Trump's approach to foreign policy "has moved a lot of us out of our comfort zone, me included," McMaster, 55, a three-star Army lieutenant general who served in Afghanistan and Iraq, told The New York Times.

"The consensus view has been that engagement overseas is an unmitigated good, regardless of the circumstances," he said.

"But there are problems that are maybe both intractable and of marginal interest to the American people, that do not justify investments of blood and treasure."

McMaster defined Trump's foreign policy as "pragmatic realism," not isolationism.

The president has repeatedly attacked multilateral trade deals and other international agreements.

McMaster has advised President Trump through several international scenarios, including the rising tensions with North Korea over its nuclear ambitions and the president's decertification of the Iran nuclear deal in October.

Trump has held more than 130 meetings and telephone calls with foreign leaders since taking office Jan. 20, the Times reports, though some foreign leaders still remain puzzled on how to deal with him.

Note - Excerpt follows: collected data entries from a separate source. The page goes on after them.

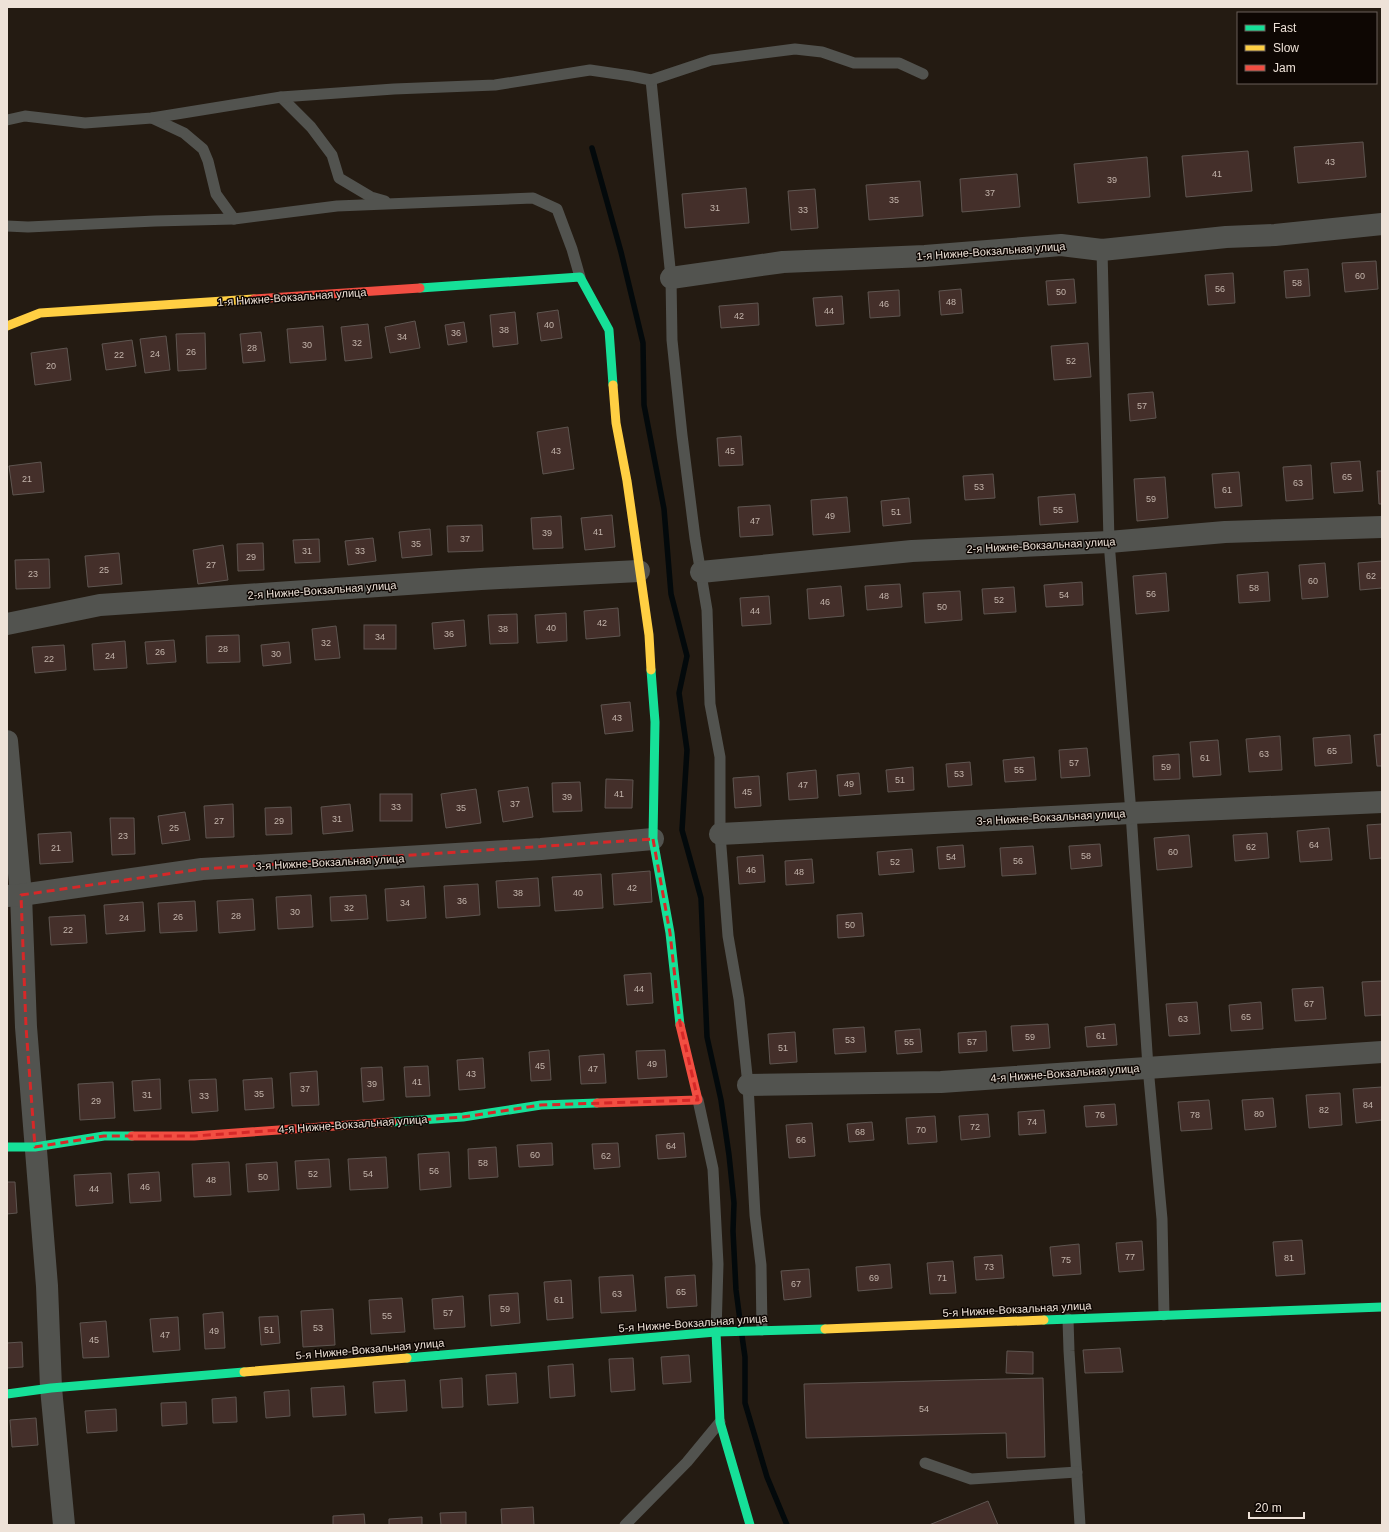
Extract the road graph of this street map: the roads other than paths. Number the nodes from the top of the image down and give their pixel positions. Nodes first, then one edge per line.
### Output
1 (923, 74) dead end
2 (651, 80) junction
3 (282, 97) junction
4 (152, 118) junction
5 (7, 120) edge
6 (395, 204) junction
7 (234, 219) junction
8 (1382, 224) edge
9 (7, 226) edge
10 (1102, 250) junction
11 (580, 277) junction
12 (671, 278) junction
13 (7, 326) edge
14 (1382, 527) edge
15 (1109, 542) junction
16 (638, 571) junction
17 (701, 572) junction
18 (7, 624) edge
19 (7, 741) edge
20 (1382, 802) edge
21 (1131, 812) junction
22 (720, 834) junction
23 (653, 839) junction
24 (14, 896) edge
25 (1382, 1052) edge
26 (1148, 1067) junction
27 (748, 1085) junction
28 (698, 1100) junction
29 (7, 1146) edge
30 (35, 1147) junction
31 (1382, 1307) edge
32 (1164, 1315) junction
33 (1068, 1319) junction
34 (762, 1330) junction
35 (716, 1332) junction
36 (51, 1388) junction
37 (7, 1394) edge
38 (720, 1422) junction
39 (925, 1463) dead end
40 (1077, 1472) junction
41 (64, 1525) edge
42 (625, 1525) edge
43 (750, 1525) edge
44 (1080, 1525) edge

1 - 2 lane
2 - 3 lane
2 - 12 lane
3 - 4 lane
3 - 6 lane
4 - 5 lane
4 - 7 lane
6 - 7 lane
6 - 11 lane
7 - 9 lane
8 - 10 street, 1-я Нижне-Вокзальная улица
10 - 12 street, 1-я Нижне-Вокзальная улица
10 - 15 lane
11 - 13 street, 1-я Нижне-Вокзальная улица
11 - 16 street
12 - 17 lane
14 - 15 street, 2-я Нижне-Вокзальная улица
15 - 17 street, 2-я Нижне-Вокзальная улица
15 - 21 lane
16 - 18 street, 2-я Нижне-Вокзальная улица
16 - 23 street
17 - 22 lane
19 - 24 street
20 - 21 street, 3-я Нижне-Вокзальная улица
21 - 22 street, 3-я Нижне-Вокзальная улица
21 - 26 lane
22 - 27 lane
23 - 24 street, 3-я Нижне-Вокзальная улица
23 - 28 street
24 - 30 street
25 - 26 street, 4-я Нижне-Вокзальная улица
26 - 27 street, 4-я Нижне-Вокзальная улица
26 - 32 lane
27 - 34 lane
28 - 30 street, 4-я Нижне-Вокзальная улица
28 - 35 lane
29 - 30 street, 4-я Нижне-Вокзальная улица
30 - 36 street
31 - 32 street, 5-я Нижне-Вокзальная улица
32 - 33 street, 5-я Нижне-Вокзальная улица
33 - 34 street, 5-я Нижне-Вокзальная улица
33 - 40 lane
34 - 35 street, 5-я Нижне-Вокзальная улица
35 - 36 street, 5-я Нижне-Вокзальная улица
35 - 38 street
36 - 37 street, 5-я Нижне-Вокзальная улица
36 - 41 street
38 - 42 lane
38 - 43 street
39 - 40 lane
40 - 44 lane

"Most foreign leaders are still trying to get a handle on him," Richard Haass, a top State Department official in the George W. Bush administration, told the Times. "Everywhere I go, I'm still getting asked: 'Help us understand this president, help us navigate this situation.'"

Haass is now president of the Council on Foreign Relations in Washington.

"We're beginning to see countries take matters into their own hands," he told the Times. "They're hedging against America's unreliability."